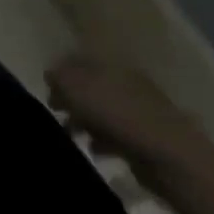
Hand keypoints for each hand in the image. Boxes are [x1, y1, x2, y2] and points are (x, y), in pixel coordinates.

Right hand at [47, 53, 213, 180]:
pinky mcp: (144, 135)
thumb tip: (50, 73)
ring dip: (84, 119)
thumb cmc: (118, 114)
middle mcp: (122, 79)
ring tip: (70, 134)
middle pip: (90, 84)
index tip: (45, 88)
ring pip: (101, 108)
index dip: (60, 70)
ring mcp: (136, 107)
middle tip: (54, 111)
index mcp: (108, 63)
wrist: (168, 154)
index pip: (78, 59)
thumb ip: (60, 78)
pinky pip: (115, 132)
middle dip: (71, 97)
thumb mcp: (78, 90)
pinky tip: (94, 149)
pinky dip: (102, 139)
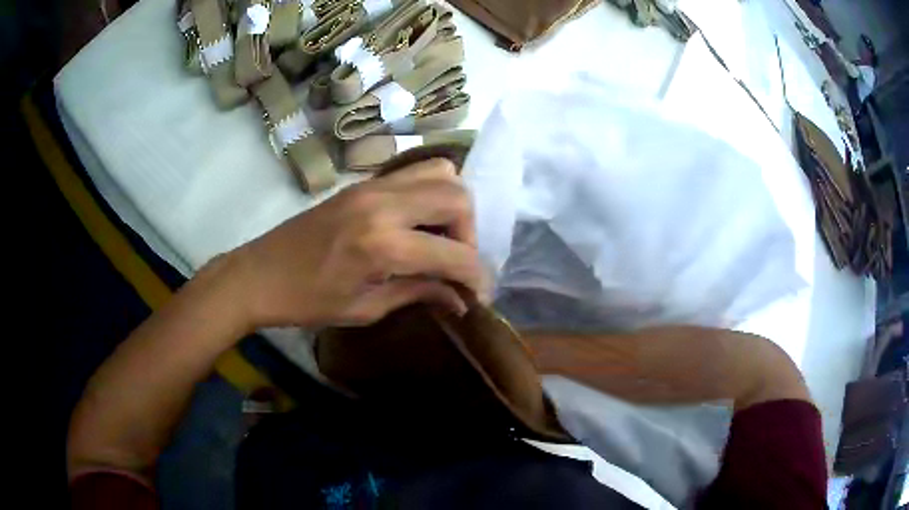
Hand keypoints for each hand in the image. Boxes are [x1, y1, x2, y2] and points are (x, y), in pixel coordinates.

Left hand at [231, 158, 486, 328]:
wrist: (258, 274)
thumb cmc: (306, 302)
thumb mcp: (365, 308)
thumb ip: (418, 294)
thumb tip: (460, 299)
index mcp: (383, 244)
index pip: (454, 253)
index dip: (476, 276)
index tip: (479, 294)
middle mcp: (384, 204)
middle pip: (457, 196)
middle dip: (470, 232)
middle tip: (455, 261)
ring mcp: (372, 186)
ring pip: (440, 172)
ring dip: (453, 205)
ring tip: (440, 237)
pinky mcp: (362, 183)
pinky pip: (414, 172)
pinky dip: (431, 192)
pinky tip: (418, 222)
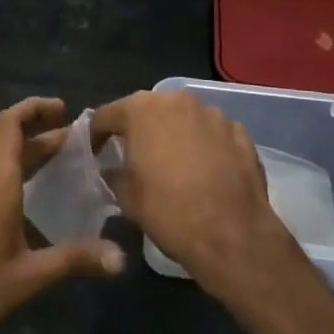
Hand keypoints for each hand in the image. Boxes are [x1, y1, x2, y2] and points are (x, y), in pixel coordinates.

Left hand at [0, 98, 124, 333]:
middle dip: (42, 136)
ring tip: (59, 168)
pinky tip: (27, 205)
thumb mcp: (28, 278)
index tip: (64, 110)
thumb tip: (121, 258)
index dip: (35, 108)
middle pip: (8, 143)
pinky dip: (12, 179)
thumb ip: (74, 260)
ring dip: (27, 158)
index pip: (10, 123)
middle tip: (77, 142)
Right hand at [91, 90, 303, 299]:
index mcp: (141, 110)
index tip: (94, 154)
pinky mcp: (238, 131)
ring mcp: (212, 112)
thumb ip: (113, 174)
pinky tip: (204, 171)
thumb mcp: (127, 197)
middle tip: (133, 157)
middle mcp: (176, 99)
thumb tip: (111, 169)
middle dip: (138, 130)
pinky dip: (203, 145)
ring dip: (173, 134)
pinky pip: (211, 133)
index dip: (96, 135)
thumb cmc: (169, 212)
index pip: (106, 115)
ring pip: (182, 118)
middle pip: (147, 110)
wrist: (232, 234)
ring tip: (173, 164)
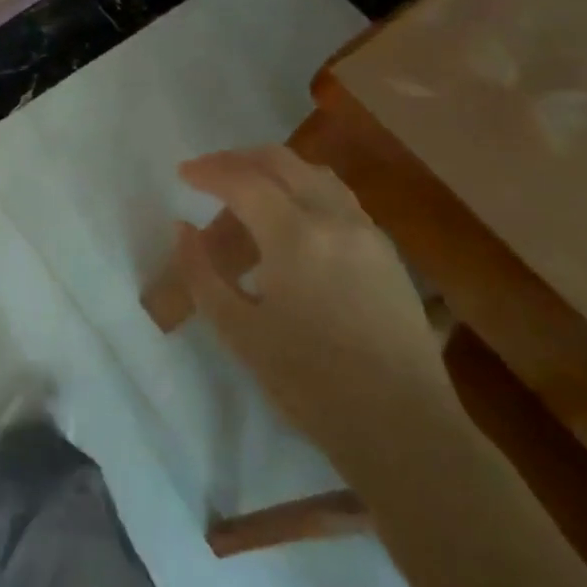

-=-=-

## Problem statement
Using the entries above, give back exactly the line containing "pinky mcp: (238, 131)", the line containing "middle pip: (147, 110)", and every line between them, and nothing else.

## Result of the exercise
pinky mcp: (238, 131)
ring mcp: (212, 112)
thumb ip: (113, 174)
pinky tip: (204, 171)
thumb mcp: (127, 197)
middle tip: (133, 157)
middle mcp: (176, 99)
thumb tip: (111, 169)
middle dip: (138, 130)
pinky dip: (203, 145)
ring dip: (173, 134)
pinky pip: (211, 133)
index dip: (96, 135)
thumb cmc: (169, 212)
index pip: (106, 115)
ring pip: (182, 118)
middle pip: (147, 110)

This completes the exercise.